## INFORMATION GIVEN

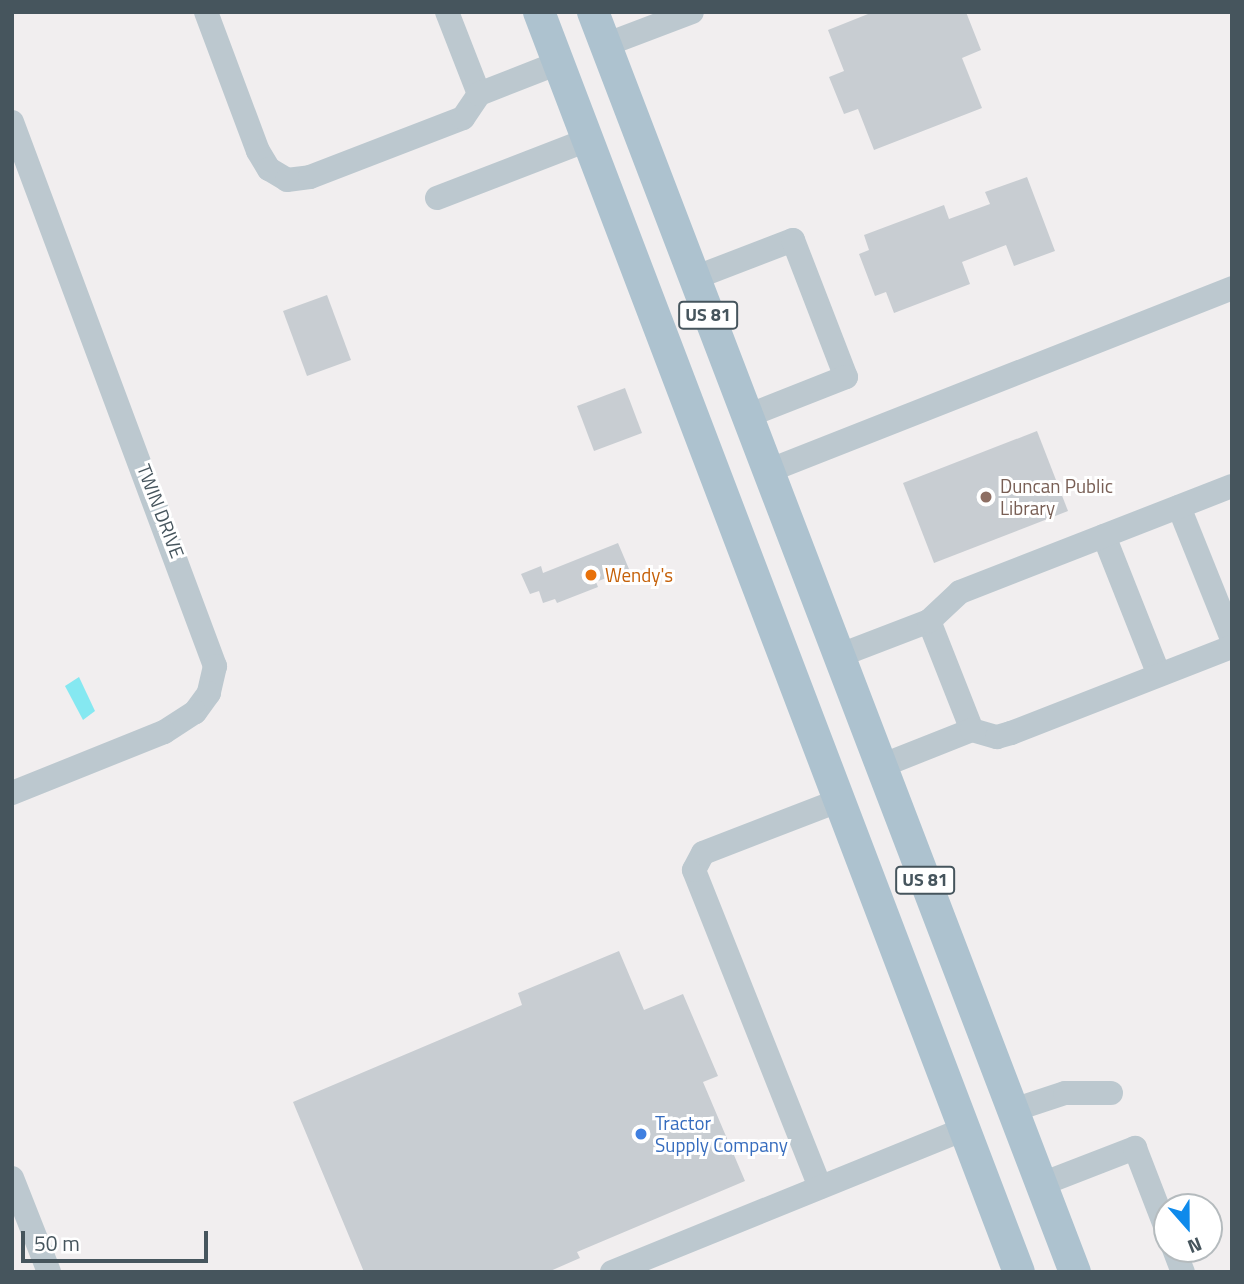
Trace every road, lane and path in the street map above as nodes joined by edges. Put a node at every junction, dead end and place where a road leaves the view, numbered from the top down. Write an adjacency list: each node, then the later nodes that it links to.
1 (206, 12): 8 (street)
2 (447, 12): 8 (street)
3 (538, 12): 7 (main road, US 81)
4 (593, 12): 6 (main road, US 81)
5 (692, 12): 6 (street)
6 (605, 45): 7 (main road); 12 (main road, US 81)
7 (558, 63): 8 (street); 10 (main road, US 81)
8 (479, 94)
9 (12, 122): 26 (street, TWIN DRIVE)
10 (587, 140): 11 (street); 15 (main road, US 81)
11 (437, 198)
12 (694, 278): 14 (main road, US 81); 14 (street)
13 (1232, 288): 14 (street)
14 (757, 444): 15 (main road); 22 (main road, US 81)
15 (708, 463): 27 (main road, US 81)
16 (1232, 486): 17 (street)
17 (1179, 507): 18 (street); 20 (street)
18 (1104, 536): 19 (street); 23 (street)
19 (929, 621): 22 (street); 24 (street)
20 (1232, 639)
21 (1232, 647): 23 (street)
22 (838, 656): 25 (main road, US 81)
23 (1159, 676): 24 (street)
24 (972, 730): 25 (street)
25 (881, 766): 29 (main road, US 81)
26 (12, 793)
27 (838, 800): 30 (main road, US 81); 33 (street)
28 (1111, 1093): 29 (street)
29 (1013, 1110): 30 (main road); 32 (main road, US 81)
30 (964, 1129): 33 (street); 37 (main road, US 81)
31 (12, 1178): 35 (street)
32 (1042, 1184): 34 (street); 38 (main road, US 81)
33 (820, 1187): 36 (street)
34 (1153, 1195)
35 (49, 1272)
36 (612, 1272)
37 (1019, 1272)
38 (1075, 1272)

## EXERCISE PROMPT
Whatever the records hold apart from pictures should be repeated exactly.

## RESPONSE TO THIS EXERCISE
Trace every road, lane and path in the street map above as nodes joined by edges. Put a node at every junction, dead end and place where a road leaves the view, numbered from the top down. Write an adjacency list: each node, then the later nodes that it links to.
1 (206, 12): 8 (street)
2 (447, 12): 8 (street)
3 (538, 12): 7 (main road, US 81)
4 (593, 12): 6 (main road, US 81)
5 (692, 12): 6 (street)
6 (605, 45): 7 (main road); 12 (main road, US 81)
7 (558, 63): 8 (street); 10 (main road, US 81)
8 (479, 94)
9 (12, 122): 26 (street, TWIN DRIVE)
10 (587, 140): 11 (street); 15 (main road, US 81)
11 (437, 198)
12 (694, 278): 14 (main road, US 81); 14 (street)
13 (1232, 288): 14 (street)
14 (757, 444): 15 (main road); 22 (main road, US 81)
15 (708, 463): 27 (main road, US 81)
16 (1232, 486): 17 (street)
17 (1179, 507): 18 (street); 20 (street)
18 (1104, 536): 19 (street); 23 (street)
19 (929, 621): 22 (street); 24 (street)
20 (1232, 639)
21 (1232, 647): 23 (street)
22 (838, 656): 25 (main road, US 81)
23 (1159, 676): 24 (street)
24 (972, 730): 25 (street)
25 (881, 766): 29 (main road, US 81)
26 (12, 793)
27 (838, 800): 30 (main road, US 81); 33 (street)
28 (1111, 1093): 29 (street)
29 (1013, 1110): 30 (main road); 32 (main road, US 81)
30 (964, 1129): 33 (street); 37 (main road, US 81)
31 (12, 1178): 35 (street)
32 (1042, 1184): 34 (street); 38 (main road, US 81)
33 (820, 1187): 36 (street)
34 (1153, 1195)
35 (49, 1272)
36 (612, 1272)
37 (1019, 1272)
38 (1075, 1272)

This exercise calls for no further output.